Exactly and only the lines from the one containing "Which roads connect" through the close of the entries below are to be set down.
━━━━
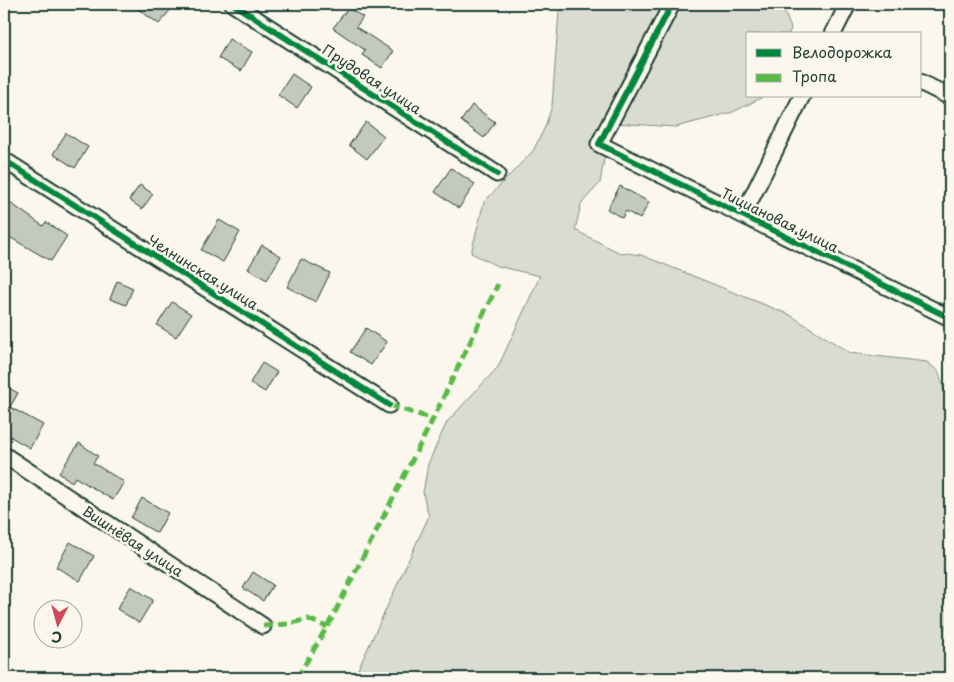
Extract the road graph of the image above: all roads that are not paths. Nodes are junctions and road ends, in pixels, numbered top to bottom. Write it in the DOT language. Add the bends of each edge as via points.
graph roads {
  1 [pos="233,4"];
  2 [pos="672,4"];
  3 [pos="848,4"];
  4 [pos="834,32"];
  5 [pos="922,83"];
  6 [pos="950,97"];
  7 [pos="801,98"];
  8 [pos="4,160"];
  9 [pos="497,174"];
  10 [pos="742,215"];
  11 [pos="950,318"];
  12 [pos="389,405"];
  13 [pos="4,455"];
  14 [pos="263,626"];
  1 -- 9 [label="street, Прудовая улица"];
  2 -- 10 [label="street, Тициановая улица" via="599,144"];
  3 -- 4 [label="street"];
  5 -- 6 [label="street"];
  7 -- 10 [label="street"];
  8 -- 12 [label="street, Челнинская улица"];
  10 -- 11 [label="street, Тициановая улица"];
  13 -- 14 [label="street, Вишнёвая улица"];
}
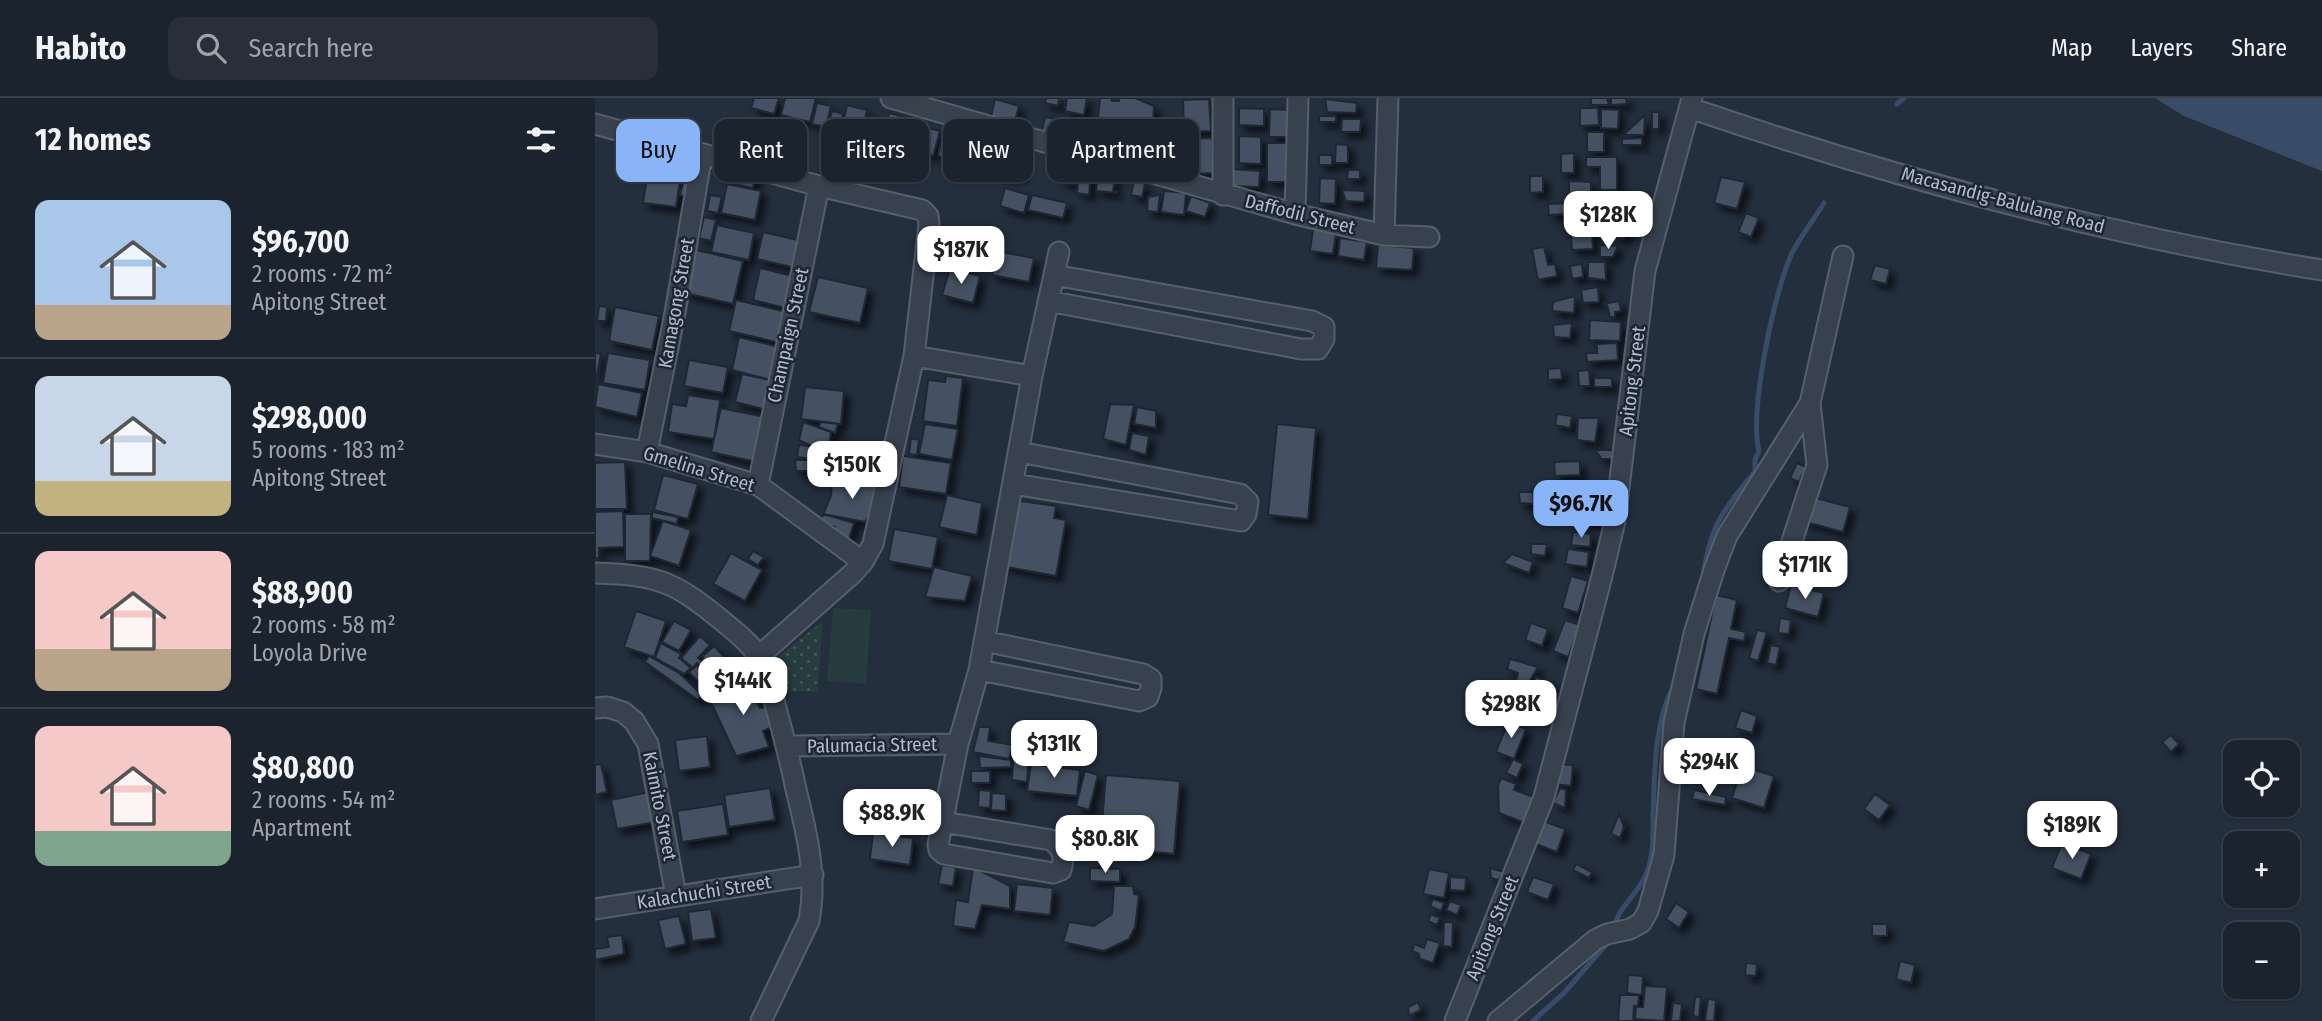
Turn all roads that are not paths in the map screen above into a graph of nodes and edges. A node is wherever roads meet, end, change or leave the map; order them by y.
1 (891, 98) edge
2 (1223, 98) edge
3 (1298, 98) edge
4 (1388, 98) edge
5 (1691, 103) edge
6 (595, 124) edge
7 (702, 154) junction
8 (819, 186) junction
9 (1223, 195) junction
10 (1296, 214) junction
11 (1384, 235) junction
12 (1429, 237) dead end
13 (1059, 252) dead end
14 (1843, 256) dead end
15 (2322, 270) edge
16 (1054, 275) junction
17 (1048, 301) junction
18 (914, 356) junction
19 (1032, 376) junction
20 (1810, 403) junction
21 (595, 444) edge
22 (647, 452) junction
23 (1019, 452) junction
24 (1013, 484) junction
25 (758, 485) junction
26 (863, 562) junction
27 (595, 573) edge
28 (1779, 581) dead end
29 (984, 641) junction
30 (759, 656) junction
31 (979, 670) junction
32 (595, 708) edge
33 (958, 744) junction
34 (787, 746) junction
35 (943, 821) junction
36 (813, 875) junction
37 (676, 897) junction
38 (595, 909) edge
39 (761, 1021) edge
40 (1455, 1021) edge
41 (1498, 1021) edge

1 - 9 street, Daffodil Street
2 - 9 street
3 - 10 street
4 - 11 street
5 - 15 street, Macasandig-Balulang Road
5 - 40 street, Apitong Street
6 - 7 street
7 - 8 street
7 - 22 street, Kamagong Street
8 - 18 street
8 - 25 street, Champaign Street
9 - 10 street, Daffodil Street
10 - 11 street, Daffodil Street
11 - 12 street, Daffodil Street
13 - 16 street
14 - 20 street
16 - 17 street
16 - 17 street
17 - 19 street
18 - 19 street
18 - 26 street
19 - 23 street
20 - 28 street
20 - 41 street
21 - 22 street, Gmelina Street
22 - 25 street, Gmelina Street
23 - 24 street
23 - 24 street
24 - 29 street
25 - 26 street, Gmelina Street
26 - 30 street
27 - 30 street
29 - 31 street
29 - 31 street
30 - 34 street
31 - 33 street
32 - 37 street, Kaimito Street
33 - 34 street, Palumacia Street
33 - 35 street
34 - 36 street
35 - 35 street
36 - 37 street, Kalachuchi Street
36 - 39 street
37 - 38 street, Kalachuchi Street

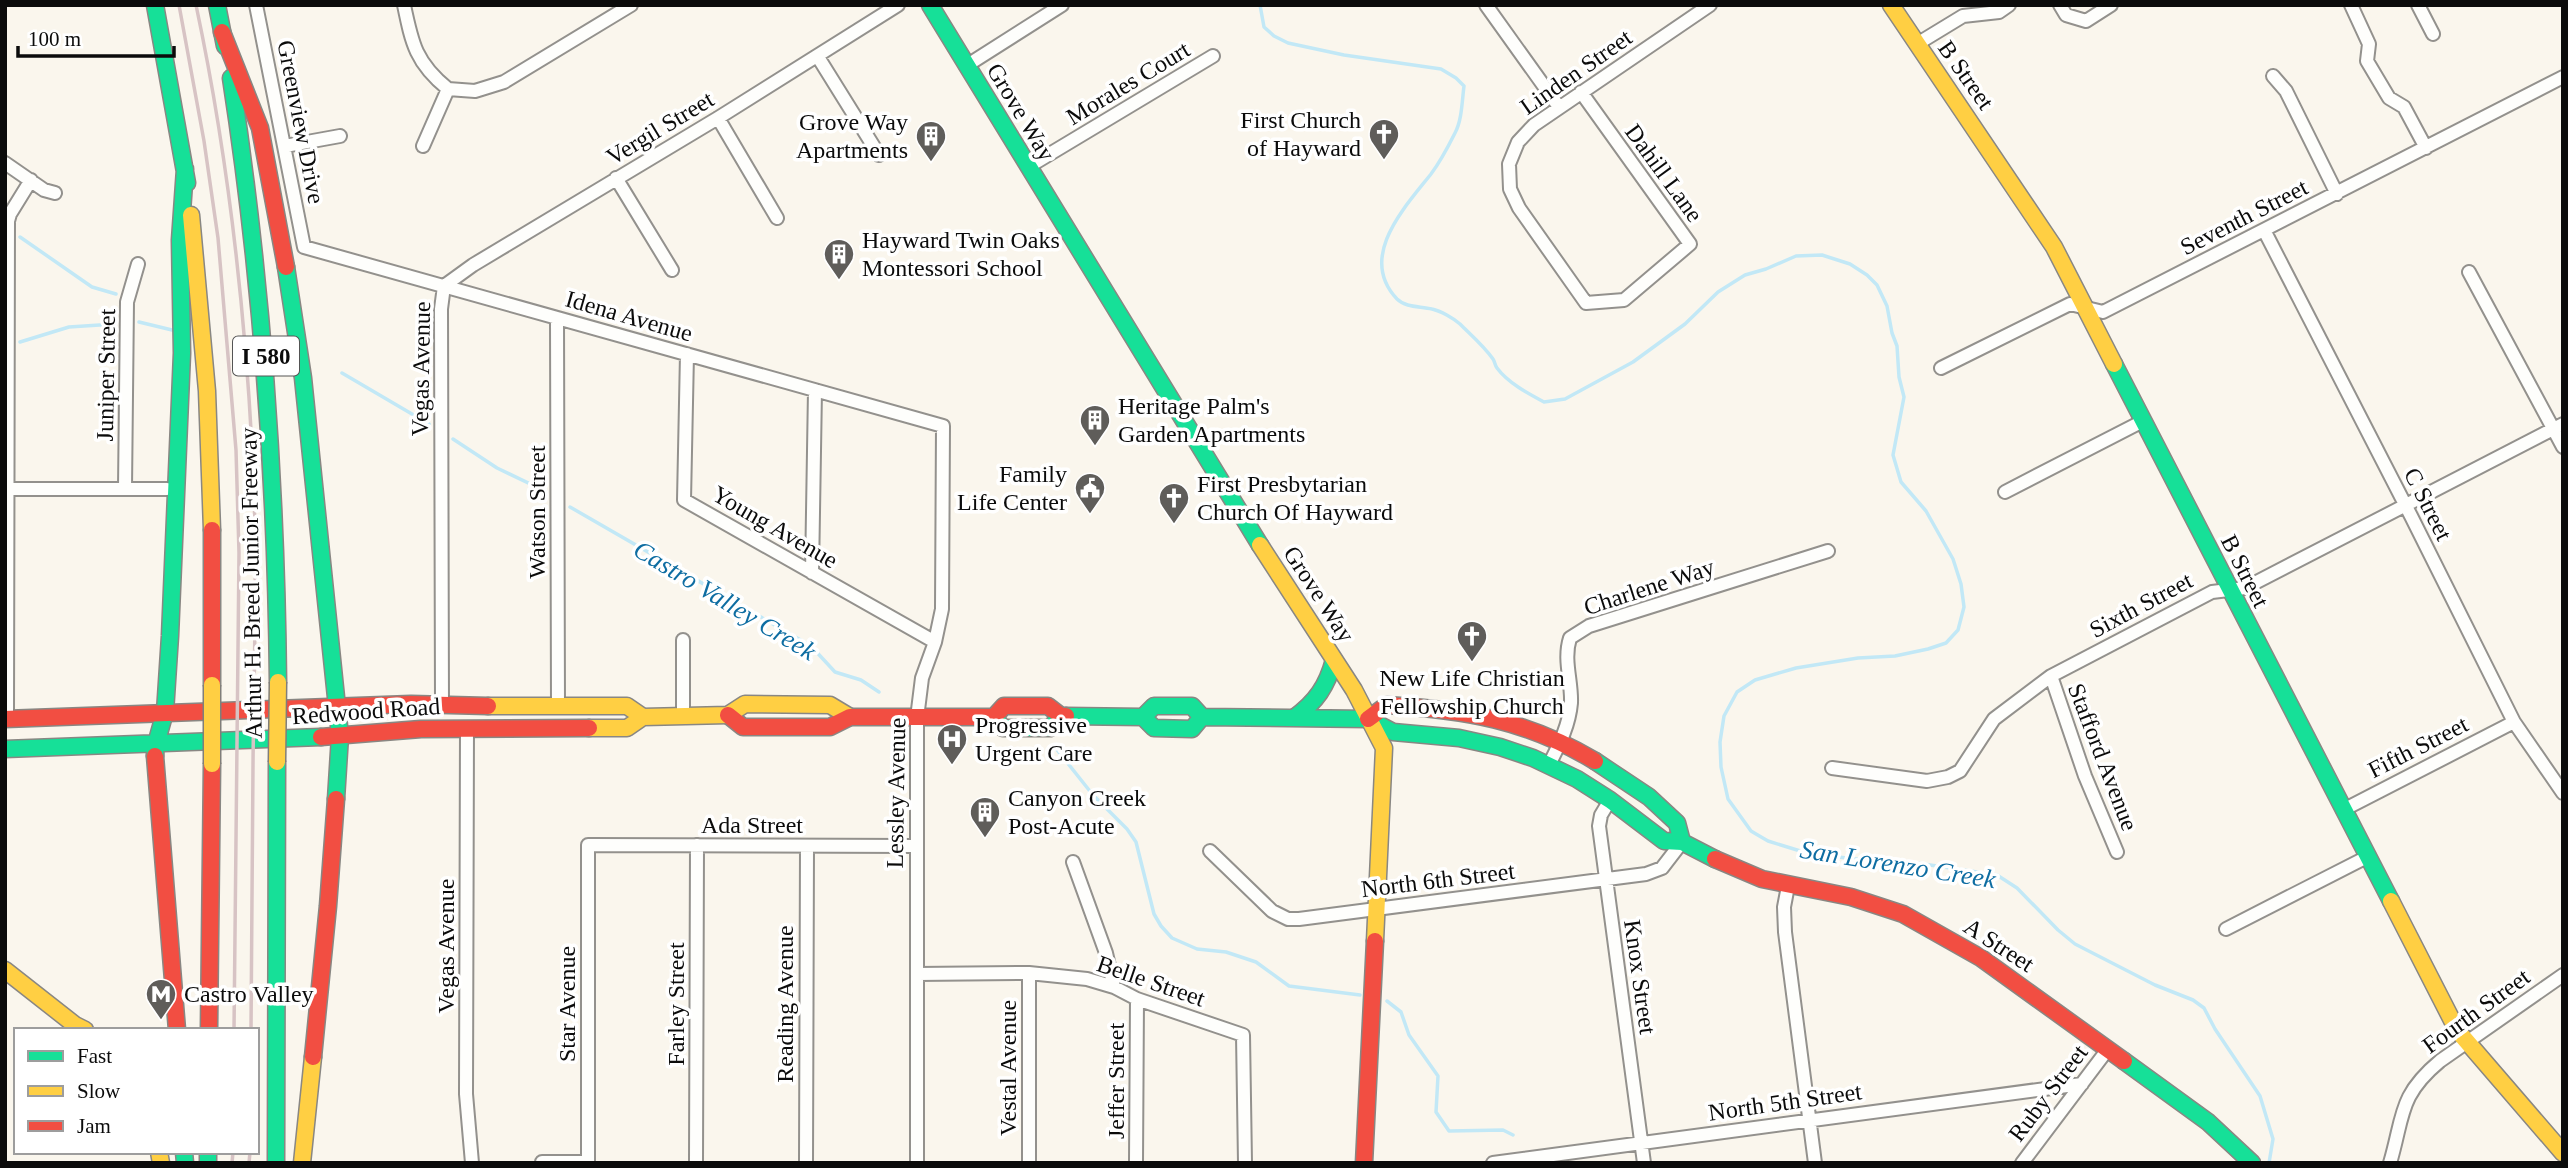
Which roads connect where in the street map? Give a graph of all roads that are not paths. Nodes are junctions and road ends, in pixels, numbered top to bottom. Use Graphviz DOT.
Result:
━━━━
# ANSWER SPACE:
Which roads connect where in the street map? Give a graph of all roads that are not paths. Nodes are junctions and road ends, in pixels, numbered top to bottom. Use Graphviz DOT.
Result:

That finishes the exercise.